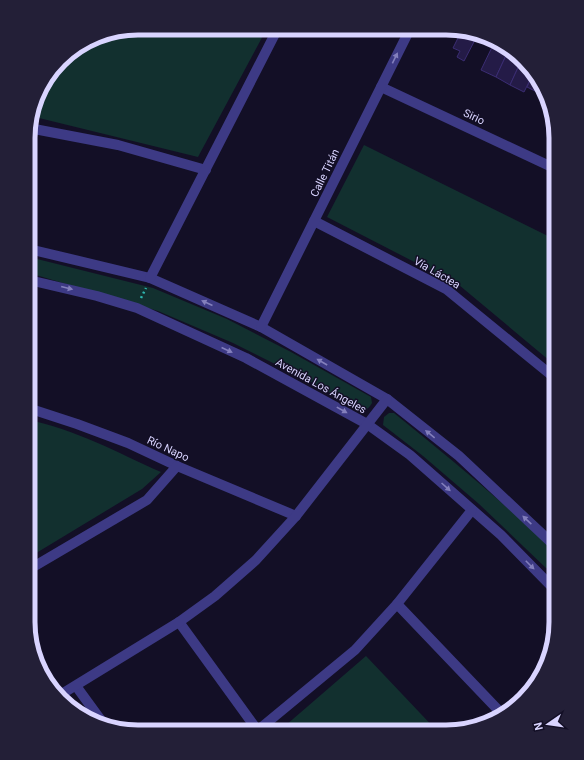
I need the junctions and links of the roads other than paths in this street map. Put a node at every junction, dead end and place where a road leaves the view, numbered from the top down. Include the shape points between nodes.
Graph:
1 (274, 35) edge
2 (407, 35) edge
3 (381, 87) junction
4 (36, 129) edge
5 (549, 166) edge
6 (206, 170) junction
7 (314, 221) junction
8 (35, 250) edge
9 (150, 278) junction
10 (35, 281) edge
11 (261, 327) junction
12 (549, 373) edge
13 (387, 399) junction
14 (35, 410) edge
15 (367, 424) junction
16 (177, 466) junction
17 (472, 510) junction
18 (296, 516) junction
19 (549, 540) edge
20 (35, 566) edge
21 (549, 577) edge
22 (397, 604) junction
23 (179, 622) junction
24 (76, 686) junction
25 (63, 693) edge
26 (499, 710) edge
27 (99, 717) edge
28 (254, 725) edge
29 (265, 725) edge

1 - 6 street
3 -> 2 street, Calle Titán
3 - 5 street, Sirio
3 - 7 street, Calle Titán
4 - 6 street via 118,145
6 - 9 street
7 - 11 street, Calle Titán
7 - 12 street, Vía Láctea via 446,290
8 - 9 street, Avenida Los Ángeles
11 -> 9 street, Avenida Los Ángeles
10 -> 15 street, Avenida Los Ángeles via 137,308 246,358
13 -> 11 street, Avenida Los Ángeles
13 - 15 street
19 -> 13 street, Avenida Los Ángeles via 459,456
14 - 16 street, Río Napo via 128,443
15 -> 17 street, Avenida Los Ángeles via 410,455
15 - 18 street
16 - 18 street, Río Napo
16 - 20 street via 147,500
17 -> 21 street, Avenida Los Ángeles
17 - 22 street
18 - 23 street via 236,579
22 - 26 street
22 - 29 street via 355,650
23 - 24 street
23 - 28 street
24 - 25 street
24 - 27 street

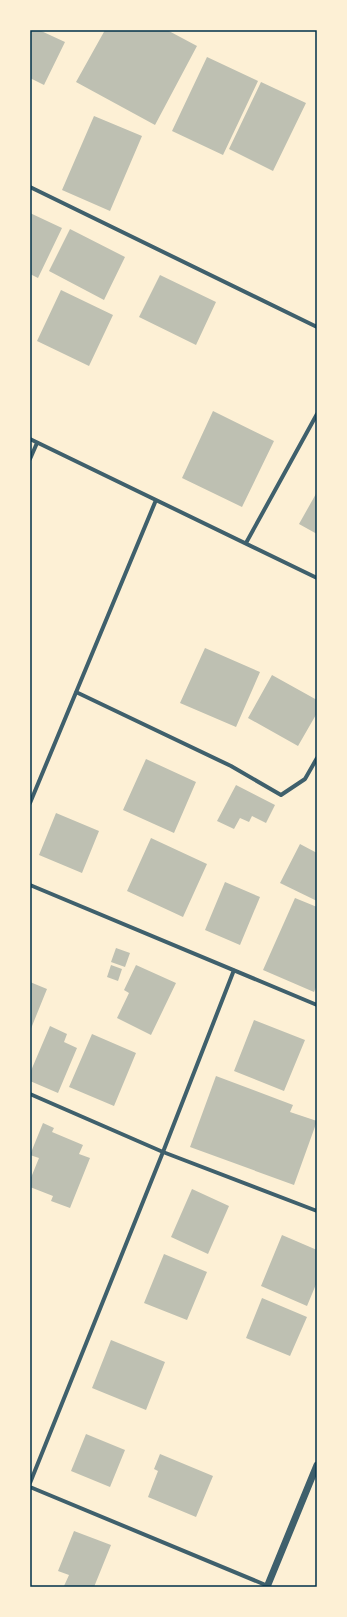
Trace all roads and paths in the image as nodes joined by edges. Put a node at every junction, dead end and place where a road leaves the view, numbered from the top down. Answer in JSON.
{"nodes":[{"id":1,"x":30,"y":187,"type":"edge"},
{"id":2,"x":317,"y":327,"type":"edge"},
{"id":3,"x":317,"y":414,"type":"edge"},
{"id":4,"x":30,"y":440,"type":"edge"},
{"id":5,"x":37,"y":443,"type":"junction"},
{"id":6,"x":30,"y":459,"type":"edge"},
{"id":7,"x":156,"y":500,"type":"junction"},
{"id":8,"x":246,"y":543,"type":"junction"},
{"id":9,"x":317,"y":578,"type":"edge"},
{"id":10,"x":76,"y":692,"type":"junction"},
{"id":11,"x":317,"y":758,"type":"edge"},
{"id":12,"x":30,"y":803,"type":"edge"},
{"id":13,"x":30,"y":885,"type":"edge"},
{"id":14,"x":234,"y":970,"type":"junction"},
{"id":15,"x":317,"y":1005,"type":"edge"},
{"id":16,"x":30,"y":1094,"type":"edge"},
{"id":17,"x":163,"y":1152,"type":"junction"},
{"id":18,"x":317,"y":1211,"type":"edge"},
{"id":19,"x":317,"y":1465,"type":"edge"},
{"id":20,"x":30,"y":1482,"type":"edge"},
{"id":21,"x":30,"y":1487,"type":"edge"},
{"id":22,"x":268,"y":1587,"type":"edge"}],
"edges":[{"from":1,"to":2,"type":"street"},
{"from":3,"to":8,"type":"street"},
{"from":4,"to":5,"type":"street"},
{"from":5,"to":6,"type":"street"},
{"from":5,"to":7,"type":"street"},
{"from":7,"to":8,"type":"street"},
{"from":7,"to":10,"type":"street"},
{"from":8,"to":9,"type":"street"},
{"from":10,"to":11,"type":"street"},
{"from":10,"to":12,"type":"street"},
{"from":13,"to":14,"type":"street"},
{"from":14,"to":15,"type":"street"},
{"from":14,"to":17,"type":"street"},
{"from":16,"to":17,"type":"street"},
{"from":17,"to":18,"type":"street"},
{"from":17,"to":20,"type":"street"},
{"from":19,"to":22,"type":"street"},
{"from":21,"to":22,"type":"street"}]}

- - -

[Exercise directions]
Every line of the data above should be quoted exactly. Omit the pictures.

[Result for this task]
I need the junctions and links of the roads other than paths in this street map. Put a node at every junction, dead end and place where a road leaves the view, numbered from the top down. Include the shape points between nodes.
Graph:
1 (274, 35) edge
2 (407, 35) edge
3 (381, 87) junction
4 (36, 129) edge
5 (549, 166) edge
6 (206, 170) junction
7 (314, 221) junction
8 (35, 250) edge
9 (150, 278) junction
10 (35, 281) edge
11 (261, 327) junction
12 (549, 373) edge
13 (387, 399) junction
14 (35, 410) edge
15 (367, 424) junction
16 (177, 466) junction
17 (472, 510) junction
18 (296, 516) junction
19 (549, 540) edge
20 (35, 566) edge
21 (549, 577) edge
22 (397, 604) junction
23 (179, 622) junction
24 (76, 686) junction
25 (63, 693) edge
26 (499, 710) edge
27 (99, 717) edge
28 (254, 725) edge
29 (265, 725) edge

1 - 6 street
3 -> 2 street, Calle Titán
3 - 5 street, Sirio
3 - 7 street, Calle Titán
4 - 6 street via 118,145
6 - 9 street
7 - 11 street, Calle Titán
7 - 12 street, Vía Láctea via 446,290
8 - 9 street, Avenida Los Ángeles
11 -> 9 street, Avenida Los Ángeles
10 -> 15 street, Avenida Los Ángeles via 137,308 246,358
13 -> 11 street, Avenida Los Ángeles
13 - 15 street
19 -> 13 street, Avenida Los Ángeles via 459,456
14 - 16 street, Río Napo via 128,443
15 -> 17 street, Avenida Los Ángeles via 410,455
15 - 18 street
16 - 18 street, Río Napo
16 - 20 street via 147,500
17 -> 21 street, Avenida Los Ángeles
17 - 22 street
18 - 23 street via 236,579
22 - 26 street
22 - 29 street via 355,650
23 - 24 street
23 - 28 street
24 - 25 street
24 - 27 street

Trace all roads and paths in the image as nodes joined by edges. Put a node at every junction, dead end and place where a road leaves the view, numbered from the top down. Answer in JSON.
{"nodes":[{"id":1,"x":30,"y":187,"type":"edge"},
{"id":2,"x":317,"y":327,"type":"edge"},
{"id":3,"x":317,"y":414,"type":"edge"},
{"id":4,"x":30,"y":440,"type":"edge"},
{"id":5,"x":37,"y":443,"type":"junction"},
{"id":6,"x":30,"y":459,"type":"edge"},
{"id":7,"x":156,"y":500,"type":"junction"},
{"id":8,"x":246,"y":543,"type":"junction"},
{"id":9,"x":317,"y":578,"type":"edge"},
{"id":10,"x":76,"y":692,"type":"junction"},
{"id":11,"x":317,"y":758,"type":"edge"},
{"id":12,"x":30,"y":803,"type":"edge"},
{"id":13,"x":30,"y":885,"type":"edge"},
{"id":14,"x":234,"y":970,"type":"junction"},
{"id":15,"x":317,"y":1005,"type":"edge"},
{"id":16,"x":30,"y":1094,"type":"edge"},
{"id":17,"x":163,"y":1152,"type":"junction"},
{"id":18,"x":317,"y":1211,"type":"edge"},
{"id":19,"x":317,"y":1465,"type":"edge"},
{"id":20,"x":30,"y":1482,"type":"edge"},
{"id":21,"x":30,"y":1487,"type":"edge"},
{"id":22,"x":268,"y":1587,"type":"edge"}],
"edges":[{"from":1,"to":2,"type":"street"},
{"from":3,"to":8,"type":"street"},
{"from":4,"to":5,"type":"street"},
{"from":5,"to":6,"type":"street"},
{"from":5,"to":7,"type":"street"},
{"from":7,"to":8,"type":"street"},
{"from":7,"to":10,"type":"street"},
{"from":8,"to":9,"type":"street"},
{"from":10,"to":11,"type":"street"},
{"from":10,"to":12,"type":"street"},
{"from":13,"to":14,"type":"street"},
{"from":14,"to":15,"type":"street"},
{"from":14,"to":17,"type":"street"},
{"from":16,"to":17,"type":"street"},
{"from":17,"to":18,"type":"street"},
{"from":17,"to":20,"type":"street"},
{"from":19,"to":22,"type":"street"},
{"from":21,"to":22,"type":"street"}]}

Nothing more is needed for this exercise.